Borges, Shakespeare y Don Quijote protagonizan un “diccionario oral” pensado “de memoria”

¿Por qué desapareció la “ch” del diccionario? ¿Siempre existió la figura de “autor”? ¿Cómo afectó la censura a la cultura escrita? ¿Y el Kindle a la forma actual de leer? Todo esto y más en “El pequeño Chartier ilustrado”.

A fines de 2016, cuando el destacado historiador francés Roger Chartier fue invitado a publicar uno de sus trabajos en la flamante editorial de la Universidad Austral de Chile, su respuesta fue insólita.
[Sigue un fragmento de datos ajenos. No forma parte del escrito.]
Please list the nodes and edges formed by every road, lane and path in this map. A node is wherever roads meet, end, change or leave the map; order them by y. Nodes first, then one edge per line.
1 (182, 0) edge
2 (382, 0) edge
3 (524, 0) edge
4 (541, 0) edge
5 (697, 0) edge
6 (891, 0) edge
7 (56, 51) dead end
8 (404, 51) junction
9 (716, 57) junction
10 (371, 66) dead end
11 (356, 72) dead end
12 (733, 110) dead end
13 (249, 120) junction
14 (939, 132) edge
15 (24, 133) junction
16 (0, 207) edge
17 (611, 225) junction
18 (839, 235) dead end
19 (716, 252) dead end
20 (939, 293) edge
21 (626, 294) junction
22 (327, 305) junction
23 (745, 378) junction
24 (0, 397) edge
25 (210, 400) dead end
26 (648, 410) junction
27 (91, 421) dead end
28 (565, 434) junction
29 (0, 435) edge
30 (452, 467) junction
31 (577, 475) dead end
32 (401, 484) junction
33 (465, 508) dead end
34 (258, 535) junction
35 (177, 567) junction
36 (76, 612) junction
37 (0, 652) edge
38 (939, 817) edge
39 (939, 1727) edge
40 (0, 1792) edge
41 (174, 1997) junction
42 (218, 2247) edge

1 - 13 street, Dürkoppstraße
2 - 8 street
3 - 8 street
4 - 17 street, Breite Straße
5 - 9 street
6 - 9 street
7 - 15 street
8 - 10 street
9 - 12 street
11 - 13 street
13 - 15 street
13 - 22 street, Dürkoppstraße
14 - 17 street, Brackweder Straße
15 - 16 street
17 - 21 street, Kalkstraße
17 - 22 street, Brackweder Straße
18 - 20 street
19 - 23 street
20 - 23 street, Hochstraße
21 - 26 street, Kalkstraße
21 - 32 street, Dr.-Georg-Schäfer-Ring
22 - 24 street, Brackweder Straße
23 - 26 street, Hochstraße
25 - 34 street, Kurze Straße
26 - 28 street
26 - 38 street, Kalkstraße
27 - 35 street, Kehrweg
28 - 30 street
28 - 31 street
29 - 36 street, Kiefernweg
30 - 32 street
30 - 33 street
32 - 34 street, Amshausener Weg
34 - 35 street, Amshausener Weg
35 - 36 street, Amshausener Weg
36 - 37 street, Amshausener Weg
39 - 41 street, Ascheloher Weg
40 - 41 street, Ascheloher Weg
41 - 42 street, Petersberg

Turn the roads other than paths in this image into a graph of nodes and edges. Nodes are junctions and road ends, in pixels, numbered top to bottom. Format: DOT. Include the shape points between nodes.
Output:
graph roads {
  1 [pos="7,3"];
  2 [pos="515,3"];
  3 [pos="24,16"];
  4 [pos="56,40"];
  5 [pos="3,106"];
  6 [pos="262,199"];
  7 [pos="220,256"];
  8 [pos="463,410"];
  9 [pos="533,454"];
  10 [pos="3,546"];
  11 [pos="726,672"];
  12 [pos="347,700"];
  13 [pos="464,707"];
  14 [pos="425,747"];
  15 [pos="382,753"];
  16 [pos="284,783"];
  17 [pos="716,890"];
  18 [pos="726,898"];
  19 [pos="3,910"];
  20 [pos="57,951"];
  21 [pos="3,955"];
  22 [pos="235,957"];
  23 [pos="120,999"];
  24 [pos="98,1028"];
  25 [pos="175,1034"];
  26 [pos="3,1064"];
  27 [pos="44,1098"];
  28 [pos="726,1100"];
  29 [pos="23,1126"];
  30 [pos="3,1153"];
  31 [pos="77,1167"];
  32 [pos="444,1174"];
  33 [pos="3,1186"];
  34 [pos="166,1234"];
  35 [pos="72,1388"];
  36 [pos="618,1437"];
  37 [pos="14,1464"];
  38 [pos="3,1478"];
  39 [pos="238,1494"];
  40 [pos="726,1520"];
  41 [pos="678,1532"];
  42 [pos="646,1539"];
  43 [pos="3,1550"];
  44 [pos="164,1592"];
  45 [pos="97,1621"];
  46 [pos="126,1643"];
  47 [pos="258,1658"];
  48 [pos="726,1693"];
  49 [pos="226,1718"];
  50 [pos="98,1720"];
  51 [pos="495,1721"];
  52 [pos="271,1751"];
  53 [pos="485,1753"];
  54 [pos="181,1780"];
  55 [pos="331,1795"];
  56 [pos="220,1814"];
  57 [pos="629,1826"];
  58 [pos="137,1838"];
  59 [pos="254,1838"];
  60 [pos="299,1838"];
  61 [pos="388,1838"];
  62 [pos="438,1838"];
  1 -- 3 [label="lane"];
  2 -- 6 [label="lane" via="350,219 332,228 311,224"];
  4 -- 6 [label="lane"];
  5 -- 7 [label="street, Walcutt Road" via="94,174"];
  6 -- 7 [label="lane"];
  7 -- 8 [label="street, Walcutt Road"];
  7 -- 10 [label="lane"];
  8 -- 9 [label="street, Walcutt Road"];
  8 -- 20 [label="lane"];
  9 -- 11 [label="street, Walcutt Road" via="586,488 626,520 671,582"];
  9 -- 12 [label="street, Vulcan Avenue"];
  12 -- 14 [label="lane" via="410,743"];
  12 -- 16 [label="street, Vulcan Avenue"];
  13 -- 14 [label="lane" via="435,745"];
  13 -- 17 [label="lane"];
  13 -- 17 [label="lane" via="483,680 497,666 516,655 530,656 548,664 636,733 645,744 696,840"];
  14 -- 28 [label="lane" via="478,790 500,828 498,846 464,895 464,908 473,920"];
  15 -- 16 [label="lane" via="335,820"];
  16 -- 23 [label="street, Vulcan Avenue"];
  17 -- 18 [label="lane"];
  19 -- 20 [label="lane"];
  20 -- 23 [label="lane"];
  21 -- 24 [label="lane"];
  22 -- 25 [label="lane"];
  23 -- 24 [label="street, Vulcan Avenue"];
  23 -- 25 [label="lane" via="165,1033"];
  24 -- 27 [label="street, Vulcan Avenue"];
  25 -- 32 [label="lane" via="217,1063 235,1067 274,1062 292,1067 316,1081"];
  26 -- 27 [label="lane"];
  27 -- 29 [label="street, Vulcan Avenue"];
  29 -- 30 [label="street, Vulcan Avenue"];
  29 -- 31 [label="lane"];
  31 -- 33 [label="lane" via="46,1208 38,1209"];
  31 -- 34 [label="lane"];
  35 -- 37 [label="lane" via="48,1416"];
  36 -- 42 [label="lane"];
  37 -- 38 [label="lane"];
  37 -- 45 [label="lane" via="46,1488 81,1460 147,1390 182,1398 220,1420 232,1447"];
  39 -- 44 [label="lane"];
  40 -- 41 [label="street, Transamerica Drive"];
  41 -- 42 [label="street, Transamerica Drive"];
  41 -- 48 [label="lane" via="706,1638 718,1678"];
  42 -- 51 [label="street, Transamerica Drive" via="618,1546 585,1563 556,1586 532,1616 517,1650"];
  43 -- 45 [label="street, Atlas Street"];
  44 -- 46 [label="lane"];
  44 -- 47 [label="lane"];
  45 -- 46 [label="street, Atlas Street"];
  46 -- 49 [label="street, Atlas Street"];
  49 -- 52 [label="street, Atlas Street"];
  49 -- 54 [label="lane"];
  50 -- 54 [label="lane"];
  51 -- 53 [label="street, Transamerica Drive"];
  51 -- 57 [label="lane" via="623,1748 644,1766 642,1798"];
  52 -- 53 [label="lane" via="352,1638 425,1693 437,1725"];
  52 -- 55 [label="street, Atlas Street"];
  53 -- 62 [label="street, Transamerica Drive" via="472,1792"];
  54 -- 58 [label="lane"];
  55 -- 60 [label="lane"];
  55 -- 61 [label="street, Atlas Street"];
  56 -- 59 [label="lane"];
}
Aunque aceptó, aseguró que no le interesaba reeditar ninguno de sus viejos libros, pero tampoco escribir uno nuevo. ¿Cuál era, entonces, su idea?

Ante la iniciativa de los antropólogos chilenos Pedro Araya y Yanko González, el especialista en historia del libro, de la lectura y de la edición les propuso materializar un volumen pensado desde la oralidad: “contar”, desde su memoria, un diccionario que abordara los principales hallazgos de sus investigaciones sobre la cultura escrita para un público amplio y no académico.

Encantados con la idea de Chartier, los antropólogos fueron modulando y condensando este “diccionario oral” a través de distintas entradas que, a pesar de estar en orden alfabético, siguen una misma línea como si cada letra fuera una continuación de la anterior.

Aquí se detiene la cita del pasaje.